If you’re using Linode’s Object Storage, DigitalOcean Spaces, or any S3-compatible service, you might run into a puzzling situation, your dashboard shows gigabytes or terabytes of usage, yet when you inspect your files manually or compress your data with tar.gz, the size seems totally reasonable
What gives?
Recently, I encountered this phenomenon while managing a WordPress site hosted on Linode. The bucket showed 7.9 GB in usage, but the entire wp-content/uploads
directory, when compressed and checked locally, was only about 900 MB.
After digging into the problem, the answer was both technical and eye-opening.
Understanding the Layers of S3 Storage
S3 and S3-compatible services like Linode and DigitalOcean aren’t traditional file systems. They use object storage, meaning every file is treated as an object with associated metadata.
Even a 0-byte file has a cost. In our case, we found
- Thousands of zero-byte objects simulating folder structures (e.g.,
2024/05/
) - Orphaned plugin-generated folders (e.g.,
uploads/sucuri/
) with excessive logs - No multipart uploads or versioning (Linode doesn’t support versioning yet)

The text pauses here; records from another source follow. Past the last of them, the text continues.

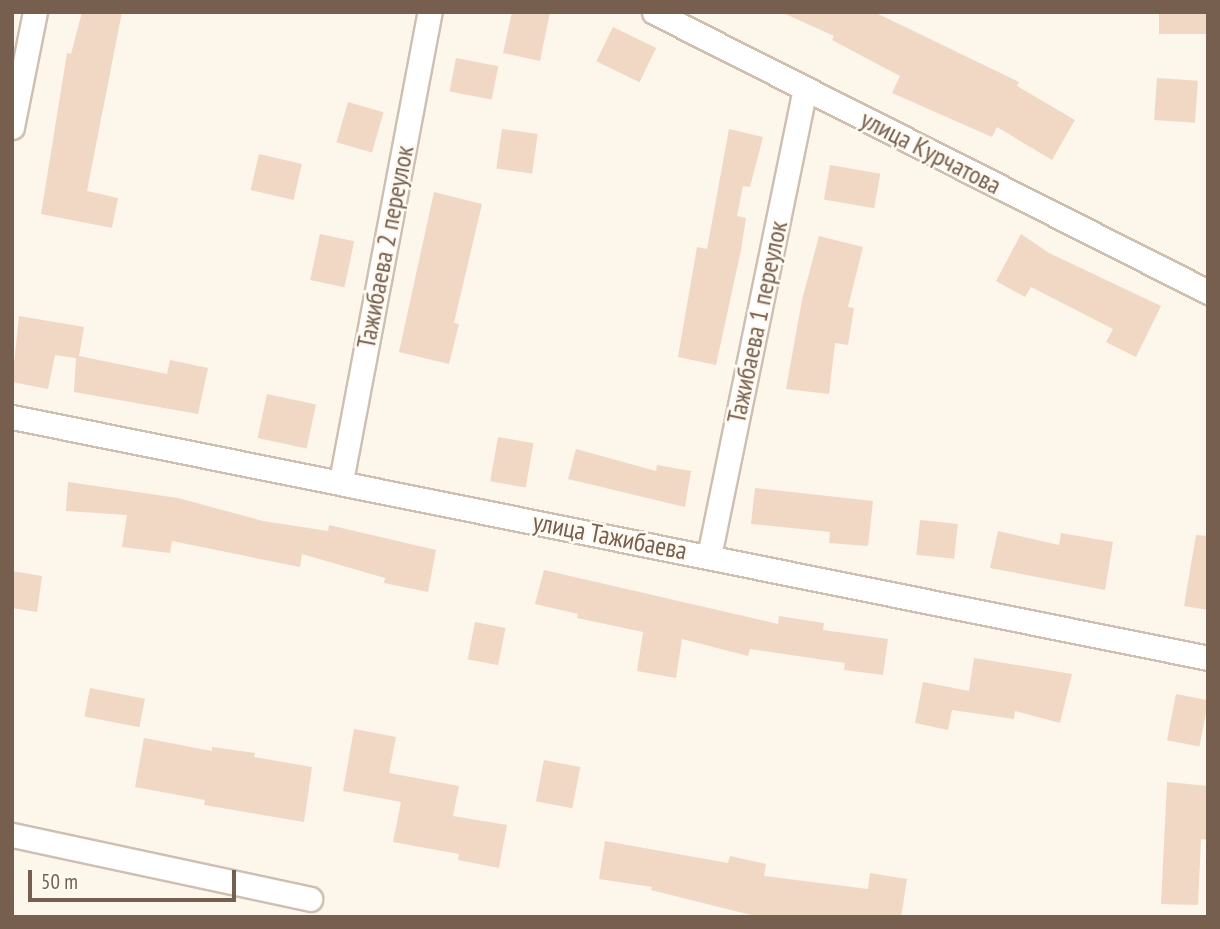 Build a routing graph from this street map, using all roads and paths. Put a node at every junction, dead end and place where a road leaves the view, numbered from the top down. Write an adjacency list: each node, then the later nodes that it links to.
1 (35, 12): 5 (street)
2 (430, 12): 8 (street, Тажибаева 2 переулок)
3 (654, 12): 4 (street, улица Курчатова)
4 (805, 89): 6 (street, улица Курчатова); 9 (street, Тажибаева 1 переулок)
5 (12, 127)
6 (1208, 292)
7 (12, 416): 8 (street, улица Тажибаева)
8 (341, 481): 9 (street, улица Тажибаева)
9 (709, 555): 10 (street, улица Тажибаева)
10 (1208, 658)
11 (12, 835): 12 (street)
12 (310, 899)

These objects added up, not necessarily in file size, but in object count and overhead. Linode and DigitalOcean both count this when calculating your usage.

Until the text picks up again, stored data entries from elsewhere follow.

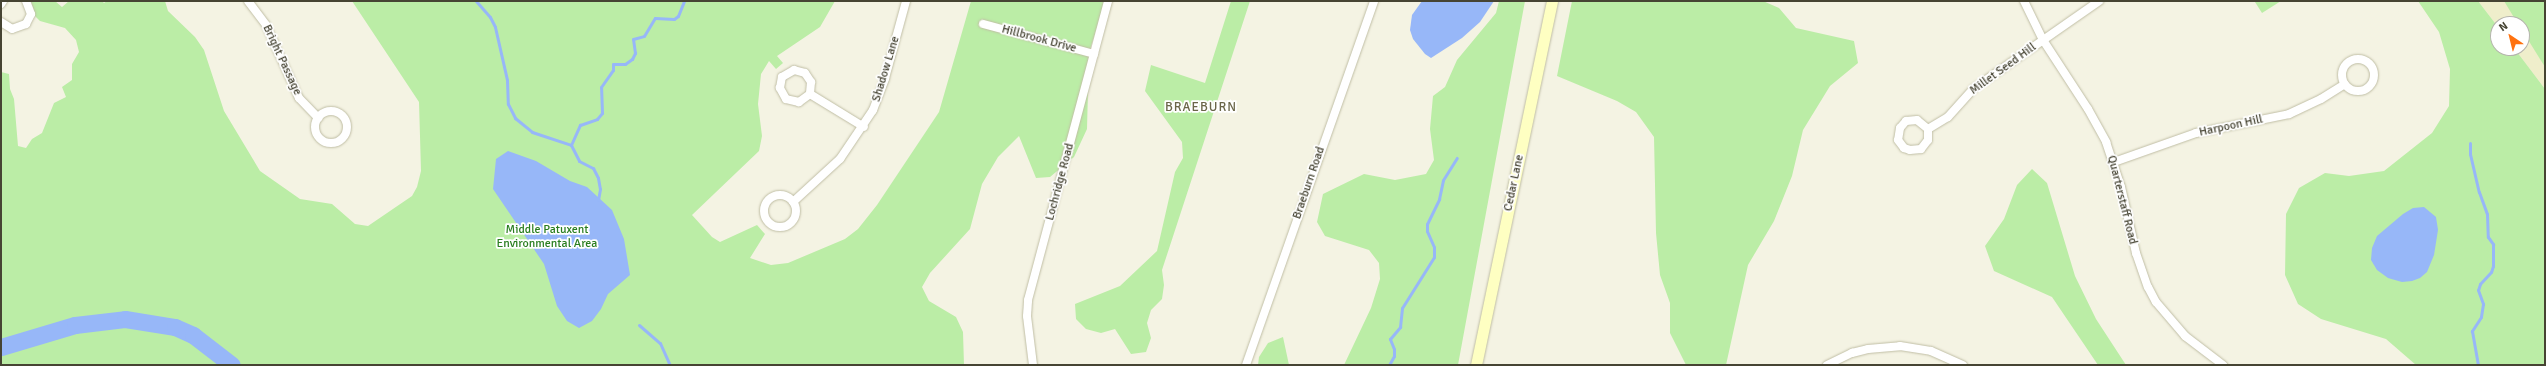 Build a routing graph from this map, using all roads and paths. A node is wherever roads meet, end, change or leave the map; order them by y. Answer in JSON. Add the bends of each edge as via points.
{"nodes":[{"id":1,"x":3,"y":1,"type":"edge"},
{"id":2,"x":26,"y":1,"type":"edge"},
{"id":3,"x":248,"y":1,"type":"edge"},
{"id":4,"x":906,"y":1,"type":"edge"},
{"id":5,"x":1108,"y":1,"type":"edge"},
{"id":6,"x":1374,"y":1,"type":"edge"},
{"id":7,"x":1552,"y":1,"type":"edge"},
{"id":8,"x":2024,"y":1,"type":"edge"},
{"id":9,"x":2099,"y":1,"type":"edge"},
{"id":10,"x":1,"y":4,"type":"edge"},
{"id":11,"x":1,"y":22,"type":"edge"},
{"id":12,"x":983,"y":24,"type":"dead end"},
{"id":13,"x":2043,"y":40,"type":"junction"},
{"id":14,"x":1094,"y":54,"type":"junction"},
{"id":15,"x":2345,"y":84,"type":"dead end"},
{"id":16,"x":810,"y":94,"type":"junction"},
{"id":17,"x":318,"y":118,"type":"dead end"},
{"id":18,"x":864,"y":127,"type":"junction"},
{"id":19,"x":1928,"y":129,"type":"dead end"},
{"id":20,"x":2114,"y":162,"type":"junction"},
{"id":21,"x":793,"y":202,"type":"dead end"},
{"id":22,"x":1033,"y":365,"type":"edge"},
{"id":23,"x":1246,"y":365,"type":"edge"},
{"id":24,"x":1476,"y":365,"type":"edge"},
{"id":25,"x":1827,"y":365,"type":"edge"},
{"id":26,"x":1963,"y":365,"type":"edge"},
{"id":27,"x":2223,"y":365,"type":"edge"}],
"edges":[{"from":1,"to":10,"type":"street"},
{"from":2,"to":11,"type":"street","via":[[31,14],[26,24],[12,29]]},
{"from":3,"to":17,"type":"street","name":"Bright Passage","via":[[266,25],[299,98]]},
{"from":4,"to":18,"type":"street","name":"Shadow Lane","via":[[880,95]]},
{"from":5,"to":14,"type":"street","name":"Lochridge Road"},
{"from":6,"to":23,"type":"street","name":"Braeburn Road"},
{"from":7,"to":24,"type":"main road","name":"Cedar Lane"},
{"from":8,"to":13,"type":"street","name":"Quarterstaff Road"},
{"from":9,"to":13,"type":"street","name":"Millet Seed Hill"},
{"from":12,"to":14,"type":"street","name":"Hillbrook Drive"},
{"from":13,"to":19,"type":"street","name":"Millet Seed Hill","via":[[1973,89],[1948,117]]},
{"from":13,"to":20,"type":"street","name":"Quarterstaff Road","via":[[2088,109]]},
{"from":14,"to":22,"type":"street","name":"Lochridge Road","via":[[1028,300],[1027,316]]},
{"from":15,"to":20,"type":"street","name":"Harpoon Hill","via":[[2289,114],[2196,133]]},
{"from":16,"to":16,"type":"street","via":[[811,82],[805,73],[794,70],[782,76],[780,88],[786,99],[799,102]]},
{"from":16,"to":18,"type":"street"},
{"from":18,"to":21,"type":"street","name":"Shadow Lane","via":[[840,159]]},
{"from":20,"to":27,"type":"street","name":"Quarterstaff Road","via":[[2136,253],[2156,302],[2185,336]]},
{"from":25,"to":26,"type":"street","via":[[1868,349],[1900,346],[1931,351]]}]}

Why This Happens in WordPress
Plugins like Sucuri Security, WP Fastest Cache, and thumbnail regenerators can generate hundreds or thousands of small files that are saved inside wp-content/uploads
.
If you’re syncing that entire directory to S3, especially via s3fs
, all of these objects are stored as is in the bucket.
Some folders, like uploads/sucuri
, contained hundreds of MBs of logs and temporary files that weren’t useful long-term. WordPress itself doesn’t clean these up unless explicitly told to.
Zero-Byte Objects: Not Harmless
Using awscli
to inspect the bucket revealed that many zero-byte objects were actually keys ending in slashes.
These simulate folder structures in S3 (which doesn’t have real directories) and were likely created automatically by tools or plugins.
While small, each one counts toward object count limits and storage calculation due to metadata.
The Final Mystery: Phantom Storage That Won’t Go Away
Even after deleting all visible files using aws s3 rm --recursive
, Linode’s dashboard still showed 7.1 GB in usage and 48 objects remaining, yet no files were listed via CLI or S3 browser tools.
This symptom is not unique to Linode; DigitalOcean Spaces users have reported similar behavior.
This suggests that some storage layers, possibly orphaned internal metadata, system files, or failed low-level uploads—are not visible through standard user tools.
It may also point to a delay in accounting sync between object store and dashboard UI.
Final Thoughts
This experience highlighted how seemingly small or invisible objects can lead to surprisingly large storage bills and usage stats.
If you’re using object storage for WordPress or any CMS, audit it regularly.
More importantly, be aware that some usage may remain hidden even after all visible objects are gone.
For critical systems, always pair bucket use with support tickets and lifecycle automation to maintain control.